I did plan on marrying eventually not only because it was the natural course of things but also because I very much wanted to have children of my own. Compared to a number of my peers, I was late marrying. I was blessed with a wonderful, beautiful, educated woman who was everything I could imagine in a wife and the mother of my children. We seemed to have a lot in common. We were quickly blessed with the births of three children. For the first few years, the marriage went seemingly well, but the relationship began to slide downhill for no particular reason that I could identify.
Both of us took our Christian parenting of our children very seriously. Both of us were very active in our church. We tried very hard to have a good life together. I feel that we did love and care for one another as human beings and as partnered parents, but something was definitely missing. I suffered from depression off and on for years; but then it became more intense. I began to feel guilty: first, for being depressed; second, for having moved my family to a new location in search of elusive happiness; and third (probably most important), for my inability to be totally honest with myself. I thought of many excuses: things that would make everything okay. It was not that simple.
I began to seek out both pastoral help and professional medical intervention. Something was still missing. Trying a career switch did not bring the solace that I hoped it would. I struggled to tell my spouse that I had "inappropriate" sexual feelings for men. I thought if I could just say the truth to someone that I could get better. She probably never knew exactly how to react. She was not cruel, but she did ignore my hints. Being ignored can be very painful.

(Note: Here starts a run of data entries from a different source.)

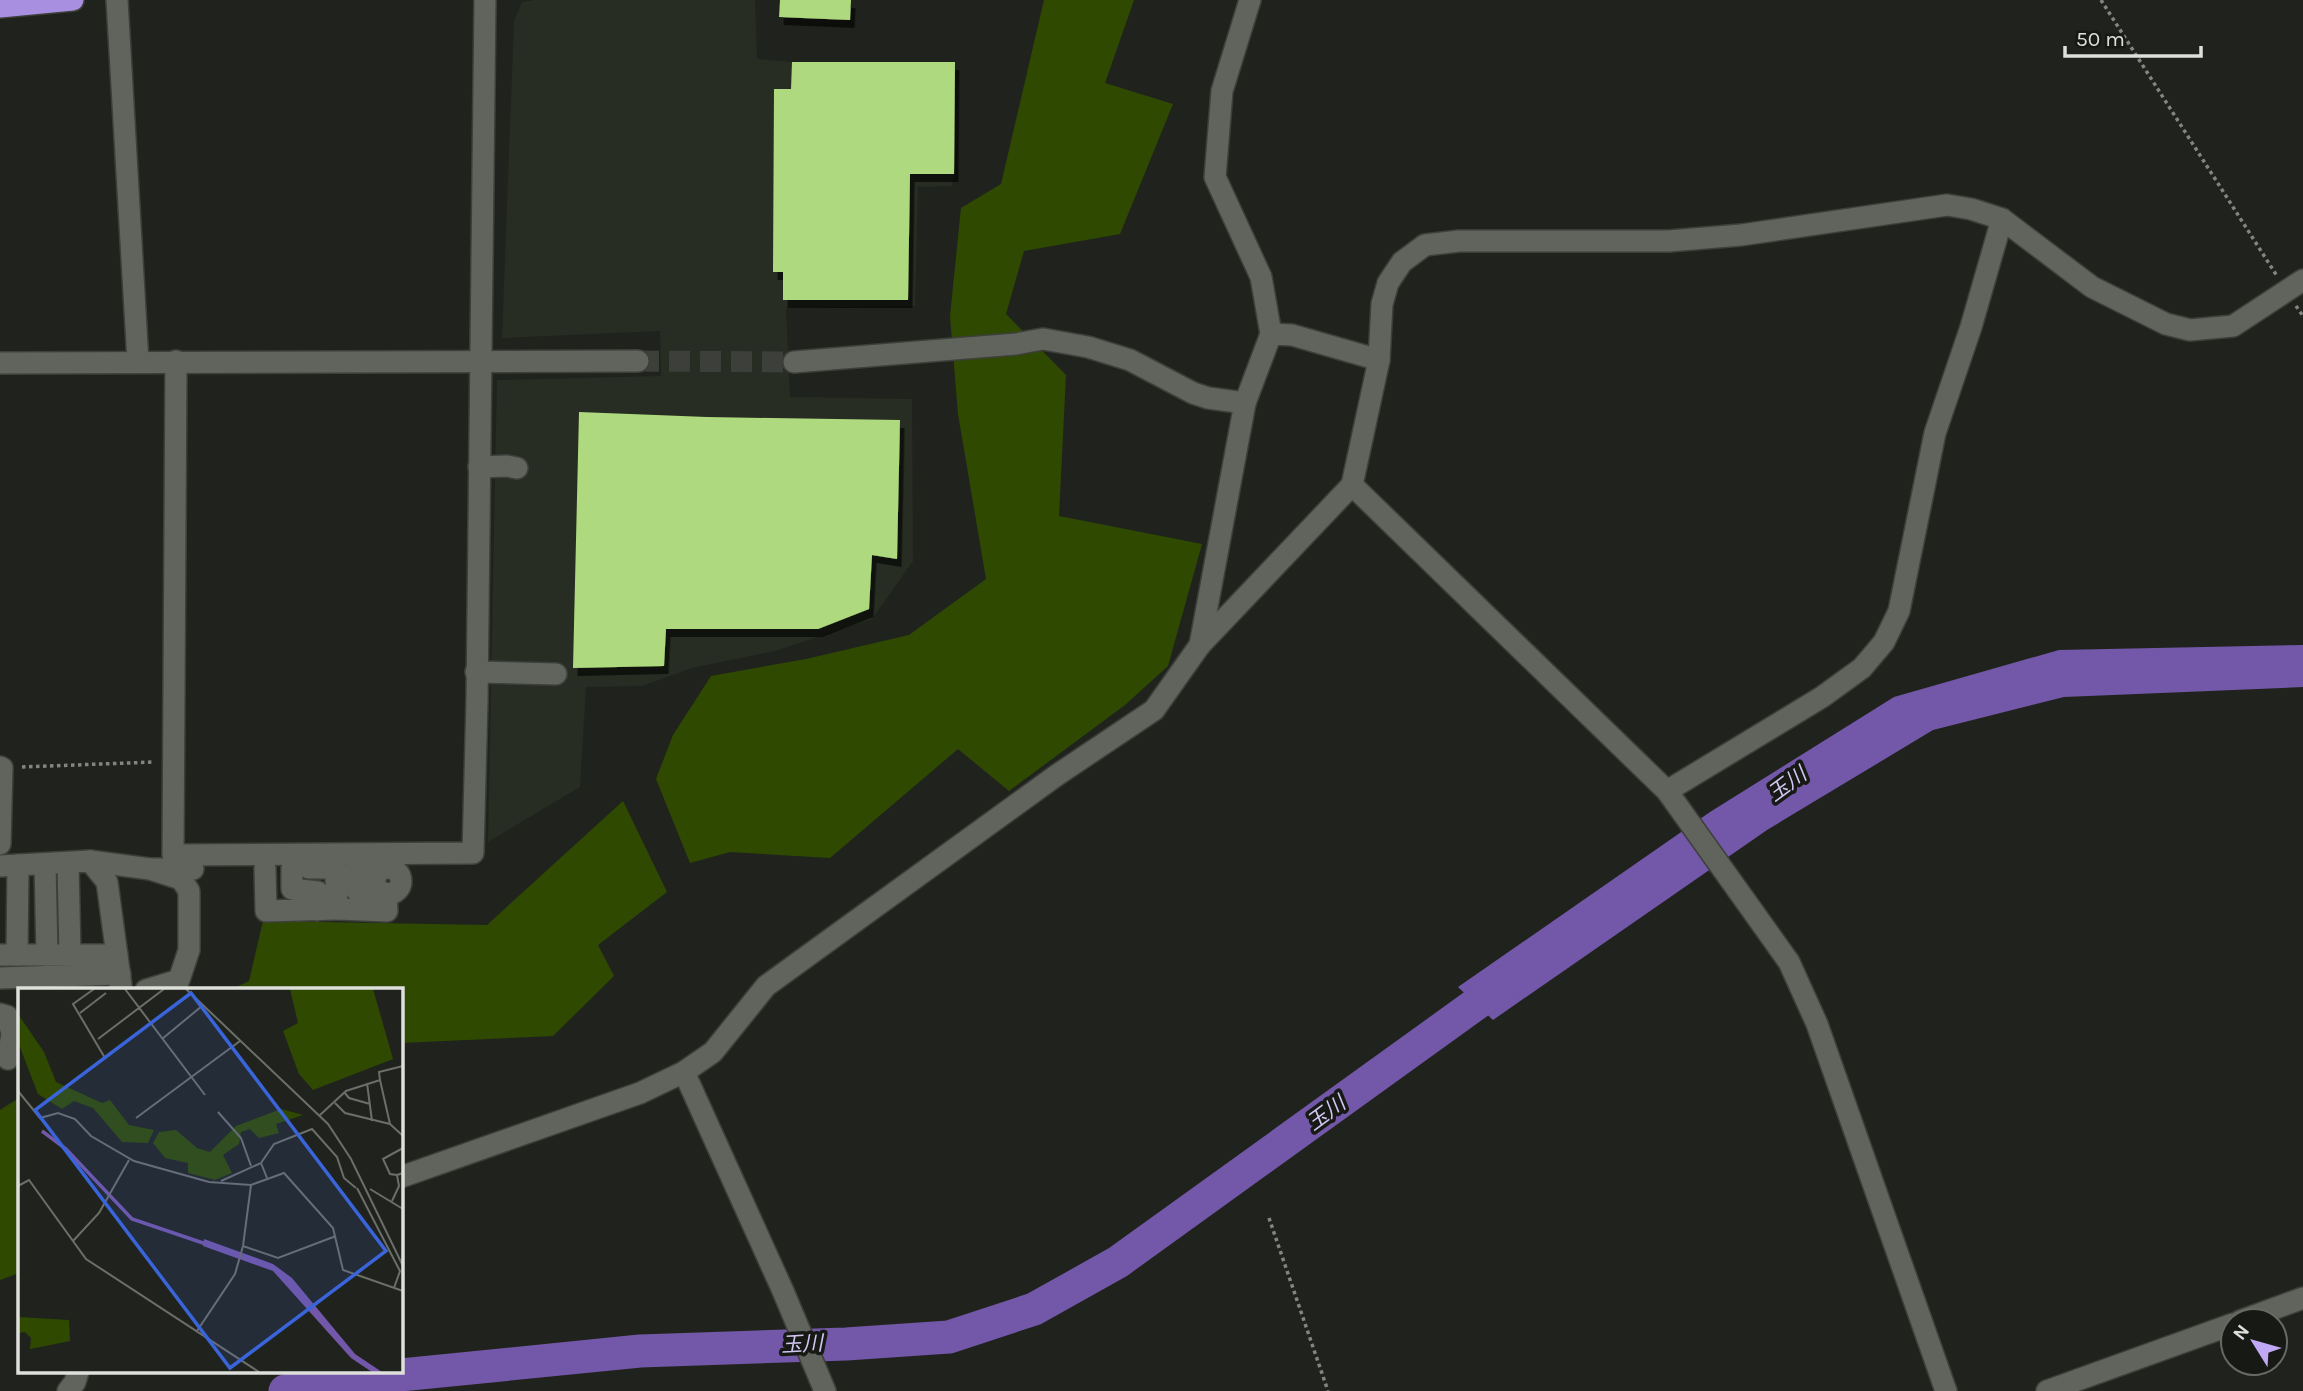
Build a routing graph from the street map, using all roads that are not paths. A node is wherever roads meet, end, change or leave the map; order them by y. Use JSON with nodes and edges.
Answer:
{"nodes":[{"id":1,"x":73,"y":0,"type":"edge"},
{"id":2,"x":117,"y":0,"type":"edge"},
{"id":3,"x":485,"y":0,"type":"edge"},
{"id":4,"x":1250,"y":0,"type":"edge"},
{"id":5,"x":0,"y":7,"type":"edge"},
{"id":6,"x":2002,"y":219,"type":"junction"},
{"id":7,"x":2295,"y":285,"type":"edge"},
{"id":8,"x":1271,"y":334,"type":"junction"},
{"id":9,"x":1379,"y":360,"type":"junction"},
{"id":10,"x":176,"y":361,"type":"junction"},
{"id":11,"x":480,"y":361,"type":"junction"},
{"id":12,"x":638,"y":361,"type":"tunnel mouth"},
{"id":13,"x":138,"y":362,"type":"junction"},
{"id":14,"x":794,"y":362,"type":"tunnel mouth"},
{"id":15,"x":0,"y":363,"type":"edge"},
{"id":16,"x":1245,"y":403,"type":"junction"},
{"id":17,"x":479,"y":467,"type":"junction"},
{"id":18,"x":517,"y":468,"type":"dead end"},
{"id":19,"x":1352,"y":485,"type":"junction"},
{"id":20,"x":1200,"y":645,"type":"junction"},
{"id":21,"x":476,"y":672,"type":"junction"},
{"id":22,"x":556,"y":674,"type":"dead end"},
{"id":23,"x":1,"y":767,"type":"edge"},
{"id":24,"x":1667,"y":791,"type":"junction"},
{"id":25,"x":0,"y":829,"type":"edge"},
{"id":26,"x":79,"y":862,"type":"junction"},
{"id":27,"x":46,"y":864,"type":"junction"},
{"id":28,"x":9,"y":866,"type":"edge"},
{"id":29,"x":265,"y":868,"type":"junction"},
{"id":30,"x":292,"y":868,"type":"junction"},
{"id":31,"x":150,"y":869,"type":"junction"},
{"id":32,"x":364,"y":884,"type":"junction"},
{"id":33,"x":327,"y":910,"type":"junction"},
{"id":34,"x":9,"y":955,"type":"edge"},
{"id":35,"x":47,"y":955,"type":"junction"},
{"id":36,"x":70,"y":955,"type":"junction"},
{"id":37,"x":118,"y":973,"type":"edge"},
{"id":38,"x":0,"y":978,"type":"edge"},
{"id":39,"x":153,"y":988,"type":"edge"},
{"id":40,"x":0,"y":1014,"type":"edge"},
{"id":41,"x":9,"y":1062,"type":"edge"},
{"id":42,"x":684,"y":1072,"type":"junction"},
{"id":43,"x":402,"y":1177,"type":"edge"},
{"id":44,"x":2303,"y":1298,"type":"edge"},
{"id":45,"x":2278,"y":1307,"type":"edge"},
{"id":46,"x":2219,"y":1329,"type":"edge"},
{"id":47,"x":77,"y":1374,"type":"edge"},
{"id":48,"x":68,"y":1391,"type":"edge"},
{"id":49,"x":825,"y":1391,"type":"edge"},
{"id":50,"x":1946,"y":1391,"type":"edge"},
{"id":51,"x":2047,"y":1391,"type":"edge"}],
"edges":[{"from":1,"to":5,"type":"highway"},
{"from":2,"to":13,"type":"street"},
{"from":3,"to":11,"type":"street"},
{"from":4,"to":8,"type":"street"},
{"from":6,"to":7,"type":"street"},
{"from":6,"to":9,"type":"street"},
{"from":6,"to":24,"type":"street"},
{"from":8,"to":9,"type":"street"},
{"from":8,"to":16,"type":"street"},
{"from":9,"to":19,"type":"street"},
{"from":10,"to":11,"type":"street"},
{"from":10,"to":13,"type":"street"},
{"from":10,"to":21,"type":"street"},
{"from":11,"to":12,"type":"street"},
{"from":11,"to":17,"type":"street"},
{"from":13,"to":15,"type":"street"},
{"from":14,"to":16,"type":"street"},
{"from":16,"to":20,"type":"street"},
{"from":17,"to":18,"type":"street"},
{"from":17,"to":21,"type":"street"},
{"from":19,"to":20,"type":"street"},
{"from":19,"to":24,"type":"street"},
{"from":20,"to":42,"type":"street"},
{"from":21,"to":22,"type":"street"},
{"from":23,"to":25,"type":"street"},
{"from":24,"to":50,"type":"street"},
{"from":26,"to":27,"type":"street"},
{"from":26,"to":31,"type":"street"},
{"from":26,"to":36,"type":"street"},
{"from":26,"to":37,"type":"street"},
{"from":27,"to":28,"type":"street"},
{"from":27,"to":35,"type":"street"},
{"from":28,"to":34,"type":"street"},
{"from":29,"to":30,"type":"street"},
{"from":29,"to":31,"type":"street"},
{"from":29,"to":33,"type":"street"},
{"from":30,"to":32,"type":"street"},
{"from":30,"to":33,"type":"street"},
{"from":31,"to":39,"type":"street"},
{"from":32,"to":33,"type":"street"},
{"from":32,"to":33,"type":"street"},
{"from":34,"to":35,"type":"street"},
{"from":35,"to":36,"type":"street"},
{"from":36,"to":37,"type":"street"},
{"from":37,"to":38,"type":"street"},
{"from":40,"to":41,"type":"street"},
{"from":42,"to":43,"type":"street"},
{"from":42,"to":49,"type":"street"},
{"from":44,"to":45,"type":"street"},
{"from":46,"to":51,"type":"street"},
{"from":47,"to":48,"type":"street"}]}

When my job situation became critical, our marriage rapidly worsened. Ultimately, even though I did everything within my power to fix the situation, the marriage was doomed. Marriage was something I had desperately hung on to like a lifeline. I did not think I could survive its demise, but I did. Still I worked hard at being a moral person and a good divorced father. I became almost asexual. I had no difficulty remaining totally celibate, though most everyone made jokes about the sexual freedom of the divorced man.
I danced around the possibility that I was gay. I tried to find a mental health person who would allow me to discuss my questions about my sexuality. It was a difficult search. Once I did find someone, I could move ahead in accepting. Ultimately I chose to move home to Texas and to allow myself to be. I soon found more accurate information as well as support and affirmation. I was 57 years old; but, surprisingly, I felt as though I had come home.